- Task objective -
Print all the data, keeping every line exactly as it is.
------------
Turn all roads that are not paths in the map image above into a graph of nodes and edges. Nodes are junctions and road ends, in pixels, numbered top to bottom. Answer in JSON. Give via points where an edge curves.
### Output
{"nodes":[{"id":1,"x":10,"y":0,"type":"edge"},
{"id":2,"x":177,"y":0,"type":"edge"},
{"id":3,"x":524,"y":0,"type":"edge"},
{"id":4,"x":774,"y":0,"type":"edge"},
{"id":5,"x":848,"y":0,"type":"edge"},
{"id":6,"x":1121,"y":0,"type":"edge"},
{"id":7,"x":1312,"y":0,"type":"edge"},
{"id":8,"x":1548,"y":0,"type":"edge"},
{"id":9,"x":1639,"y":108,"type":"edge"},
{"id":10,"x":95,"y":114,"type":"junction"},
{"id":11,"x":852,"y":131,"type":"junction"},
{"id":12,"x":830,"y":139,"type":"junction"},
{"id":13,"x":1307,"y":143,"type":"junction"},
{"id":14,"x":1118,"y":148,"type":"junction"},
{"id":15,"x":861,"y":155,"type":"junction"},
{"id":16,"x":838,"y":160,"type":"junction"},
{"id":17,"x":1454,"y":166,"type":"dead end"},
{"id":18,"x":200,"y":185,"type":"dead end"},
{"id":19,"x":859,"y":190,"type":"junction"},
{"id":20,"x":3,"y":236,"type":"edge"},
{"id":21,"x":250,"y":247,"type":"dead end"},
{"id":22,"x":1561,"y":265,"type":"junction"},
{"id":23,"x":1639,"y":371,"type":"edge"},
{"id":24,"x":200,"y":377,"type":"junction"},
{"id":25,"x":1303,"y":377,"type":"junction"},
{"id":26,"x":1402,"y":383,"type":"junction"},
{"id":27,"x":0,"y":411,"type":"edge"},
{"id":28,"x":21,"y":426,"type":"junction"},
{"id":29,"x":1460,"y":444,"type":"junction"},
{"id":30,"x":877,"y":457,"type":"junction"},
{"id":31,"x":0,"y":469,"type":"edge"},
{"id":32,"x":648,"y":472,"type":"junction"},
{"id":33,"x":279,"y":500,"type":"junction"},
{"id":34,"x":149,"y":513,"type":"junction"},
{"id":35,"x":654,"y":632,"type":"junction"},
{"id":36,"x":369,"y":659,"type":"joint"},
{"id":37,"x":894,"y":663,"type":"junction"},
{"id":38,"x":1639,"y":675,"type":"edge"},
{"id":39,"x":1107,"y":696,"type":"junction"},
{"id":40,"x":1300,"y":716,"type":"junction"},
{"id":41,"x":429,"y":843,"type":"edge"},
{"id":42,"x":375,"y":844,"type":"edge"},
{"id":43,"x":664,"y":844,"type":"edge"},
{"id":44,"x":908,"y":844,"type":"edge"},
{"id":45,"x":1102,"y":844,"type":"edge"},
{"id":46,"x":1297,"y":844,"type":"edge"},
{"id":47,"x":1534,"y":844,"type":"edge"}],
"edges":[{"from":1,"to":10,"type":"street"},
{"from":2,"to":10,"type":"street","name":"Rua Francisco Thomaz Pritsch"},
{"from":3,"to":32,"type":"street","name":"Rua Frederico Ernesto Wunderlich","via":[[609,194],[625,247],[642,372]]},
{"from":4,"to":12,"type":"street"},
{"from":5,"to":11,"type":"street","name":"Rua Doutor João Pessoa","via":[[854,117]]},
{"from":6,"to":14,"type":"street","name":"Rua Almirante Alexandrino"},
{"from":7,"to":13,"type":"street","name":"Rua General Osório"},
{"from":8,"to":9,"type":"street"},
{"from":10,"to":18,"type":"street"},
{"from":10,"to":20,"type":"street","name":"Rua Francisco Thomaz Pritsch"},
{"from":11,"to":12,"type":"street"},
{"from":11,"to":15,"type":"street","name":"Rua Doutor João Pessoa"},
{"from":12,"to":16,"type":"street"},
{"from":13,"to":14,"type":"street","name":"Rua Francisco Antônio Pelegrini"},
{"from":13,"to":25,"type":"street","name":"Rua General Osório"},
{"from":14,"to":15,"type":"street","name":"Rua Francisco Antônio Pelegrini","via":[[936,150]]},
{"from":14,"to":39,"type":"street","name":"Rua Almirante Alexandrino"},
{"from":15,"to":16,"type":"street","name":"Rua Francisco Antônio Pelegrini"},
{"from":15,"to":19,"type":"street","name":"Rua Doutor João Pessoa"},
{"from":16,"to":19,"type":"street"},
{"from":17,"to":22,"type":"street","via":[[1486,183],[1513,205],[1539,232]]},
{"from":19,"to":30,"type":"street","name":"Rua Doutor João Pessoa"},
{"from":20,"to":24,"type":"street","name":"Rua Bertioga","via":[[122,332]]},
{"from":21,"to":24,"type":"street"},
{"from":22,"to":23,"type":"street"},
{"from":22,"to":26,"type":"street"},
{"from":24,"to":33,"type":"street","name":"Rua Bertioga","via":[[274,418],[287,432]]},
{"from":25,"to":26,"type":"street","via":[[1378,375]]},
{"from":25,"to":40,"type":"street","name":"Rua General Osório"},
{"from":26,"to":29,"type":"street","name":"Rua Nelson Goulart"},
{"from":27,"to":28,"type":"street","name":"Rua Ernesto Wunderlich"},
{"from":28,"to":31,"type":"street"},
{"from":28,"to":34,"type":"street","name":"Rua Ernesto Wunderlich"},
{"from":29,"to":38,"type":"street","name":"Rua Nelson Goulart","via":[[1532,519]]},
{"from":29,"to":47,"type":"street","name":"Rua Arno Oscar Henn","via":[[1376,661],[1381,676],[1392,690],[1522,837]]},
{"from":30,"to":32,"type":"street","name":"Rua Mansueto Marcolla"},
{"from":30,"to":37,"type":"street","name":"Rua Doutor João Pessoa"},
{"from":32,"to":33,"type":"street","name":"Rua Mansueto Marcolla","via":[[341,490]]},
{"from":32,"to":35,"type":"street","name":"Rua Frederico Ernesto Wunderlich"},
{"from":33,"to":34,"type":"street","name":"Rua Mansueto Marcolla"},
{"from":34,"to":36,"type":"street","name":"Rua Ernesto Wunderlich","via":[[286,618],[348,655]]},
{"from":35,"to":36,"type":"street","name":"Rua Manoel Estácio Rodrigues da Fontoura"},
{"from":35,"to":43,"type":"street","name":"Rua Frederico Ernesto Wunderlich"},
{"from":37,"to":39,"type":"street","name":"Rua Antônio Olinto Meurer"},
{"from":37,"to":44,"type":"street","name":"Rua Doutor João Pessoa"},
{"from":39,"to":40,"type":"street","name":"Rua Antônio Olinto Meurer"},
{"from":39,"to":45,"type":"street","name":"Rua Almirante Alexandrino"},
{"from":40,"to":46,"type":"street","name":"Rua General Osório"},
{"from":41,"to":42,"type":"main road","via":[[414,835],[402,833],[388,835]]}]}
------------
- Task answer -
Turn all roads that are not paths in the map image above into a graph of nodes and edges. Nodes are junctions and road ends, in pixels, numbered top to bottom. Answer in JSON. Give via points where an edge curves.
### Output
{"nodes":[{"id":1,"x":10,"y":0,"type":"edge"},
{"id":2,"x":177,"y":0,"type":"edge"},
{"id":3,"x":524,"y":0,"type":"edge"},
{"id":4,"x":774,"y":0,"type":"edge"},
{"id":5,"x":848,"y":0,"type":"edge"},
{"id":6,"x":1121,"y":0,"type":"edge"},
{"id":7,"x":1312,"y":0,"type":"edge"},
{"id":8,"x":1548,"y":0,"type":"edge"},
{"id":9,"x":1639,"y":108,"type":"edge"},
{"id":10,"x":95,"y":114,"type":"junction"},
{"id":11,"x":852,"y":131,"type":"junction"},
{"id":12,"x":830,"y":139,"type":"junction"},
{"id":13,"x":1307,"y":143,"type":"junction"},
{"id":14,"x":1118,"y":148,"type":"junction"},
{"id":15,"x":861,"y":155,"type":"junction"},
{"id":16,"x":838,"y":160,"type":"junction"},
{"id":17,"x":1454,"y":166,"type":"dead end"},
{"id":18,"x":200,"y":185,"type":"dead end"},
{"id":19,"x":859,"y":190,"type":"junction"},
{"id":20,"x":3,"y":236,"type":"edge"},
{"id":21,"x":250,"y":247,"type":"dead end"},
{"id":22,"x":1561,"y":265,"type":"junction"},
{"id":23,"x":1639,"y":371,"type":"edge"},
{"id":24,"x":200,"y":377,"type":"junction"},
{"id":25,"x":1303,"y":377,"type":"junction"},
{"id":26,"x":1402,"y":383,"type":"junction"},
{"id":27,"x":0,"y":411,"type":"edge"},
{"id":28,"x":21,"y":426,"type":"junction"},
{"id":29,"x":1460,"y":444,"type":"junction"},
{"id":30,"x":877,"y":457,"type":"junction"},
{"id":31,"x":0,"y":469,"type":"edge"},
{"id":32,"x":648,"y":472,"type":"junction"},
{"id":33,"x":279,"y":500,"type":"junction"},
{"id":34,"x":149,"y":513,"type":"junction"},
{"id":35,"x":654,"y":632,"type":"junction"},
{"id":36,"x":369,"y":659,"type":"joint"},
{"id":37,"x":894,"y":663,"type":"junction"},
{"id":38,"x":1639,"y":675,"type":"edge"},
{"id":39,"x":1107,"y":696,"type":"junction"},
{"id":40,"x":1300,"y":716,"type":"junction"},
{"id":41,"x":429,"y":843,"type":"edge"},
{"id":42,"x":375,"y":844,"type":"edge"},
{"id":43,"x":664,"y":844,"type":"edge"},
{"id":44,"x":908,"y":844,"type":"edge"},
{"id":45,"x":1102,"y":844,"type":"edge"},
{"id":46,"x":1297,"y":844,"type":"edge"},
{"id":47,"x":1534,"y":844,"type":"edge"}],
"edges":[{"from":1,"to":10,"type":"street"},
{"from":2,"to":10,"type":"street","name":"Rua Francisco Thomaz Pritsch"},
{"from":3,"to":32,"type":"street","name":"Rua Frederico Ernesto Wunderlich","via":[[609,194],[625,247],[642,372]]},
{"from":4,"to":12,"type":"street"},
{"from":5,"to":11,"type":"street","name":"Rua Doutor João Pessoa","via":[[854,117]]},
{"from":6,"to":14,"type":"street","name":"Rua Almirante Alexandrino"},
{"from":7,"to":13,"type":"street","name":"Rua General Osório"},
{"from":8,"to":9,"type":"street"},
{"from":10,"to":18,"type":"street"},
{"from":10,"to":20,"type":"street","name":"Rua Francisco Thomaz Pritsch"},
{"from":11,"to":12,"type":"street"},
{"from":11,"to":15,"type":"street","name":"Rua Doutor João Pessoa"},
{"from":12,"to":16,"type":"street"},
{"from":13,"to":14,"type":"street","name":"Rua Francisco Antônio Pelegrini"},
{"from":13,"to":25,"type":"street","name":"Rua General Osório"},
{"from":14,"to":15,"type":"street","name":"Rua Francisco Antônio Pelegrini","via":[[936,150]]},
{"from":14,"to":39,"type":"street","name":"Rua Almirante Alexandrino"},
{"from":15,"to":16,"type":"street","name":"Rua Francisco Antônio Pelegrini"},
{"from":15,"to":19,"type":"street","name":"Rua Doutor João Pessoa"},
{"from":16,"to":19,"type":"street"},
{"from":17,"to":22,"type":"street","via":[[1486,183],[1513,205],[1539,232]]},
{"from":19,"to":30,"type":"street","name":"Rua Doutor João Pessoa"},
{"from":20,"to":24,"type":"street","name":"Rua Bertioga","via":[[122,332]]},
{"from":21,"to":24,"type":"street"},
{"from":22,"to":23,"type":"street"},
{"from":22,"to":26,"type":"street"},
{"from":24,"to":33,"type":"street","name":"Rua Bertioga","via":[[274,418],[287,432]]},
{"from":25,"to":26,"type":"street","via":[[1378,375]]},
{"from":25,"to":40,"type":"street","name":"Rua General Osório"},
{"from":26,"to":29,"type":"street","name":"Rua Nelson Goulart"},
{"from":27,"to":28,"type":"street","name":"Rua Ernesto Wunderlich"},
{"from":28,"to":31,"type":"street"},
{"from":28,"to":34,"type":"street","name":"Rua Ernesto Wunderlich"},
{"from":29,"to":38,"type":"street","name":"Rua Nelson Goulart","via":[[1532,519]]},
{"from":29,"to":47,"type":"street","name":"Rua Arno Oscar Henn","via":[[1376,661],[1381,676],[1392,690],[1522,837]]},
{"from":30,"to":32,"type":"street","name":"Rua Mansueto Marcolla"},
{"from":30,"to":37,"type":"street","name":"Rua Doutor João Pessoa"},
{"from":32,"to":33,"type":"street","name":"Rua Mansueto Marcolla","via":[[341,490]]},
{"from":32,"to":35,"type":"street","name":"Rua Frederico Ernesto Wunderlich"},
{"from":33,"to":34,"type":"street","name":"Rua Mansueto Marcolla"},
{"from":34,"to":36,"type":"street","name":"Rua Ernesto Wunderlich","via":[[286,618],[348,655]]},
{"from":35,"to":36,"type":"street","name":"Rua Manoel Estácio Rodrigues da Fontoura"},
{"from":35,"to":43,"type":"street","name":"Rua Frederico Ernesto Wunderlich"},
{"from":37,"to":39,"type":"street","name":"Rua Antônio Olinto Meurer"},
{"from":37,"to":44,"type":"street","name":"Rua Doutor João Pessoa"},
{"from":39,"to":40,"type":"street","name":"Rua Antônio Olinto Meurer"},
{"from":39,"to":45,"type":"street","name":"Rua Almirante Alexandrino"},
{"from":40,"to":46,"type":"street","name":"Rua General Osório"},
{"from":41,"to":42,"type":"main road","via":[[414,835],[402,833],[388,835]]}]}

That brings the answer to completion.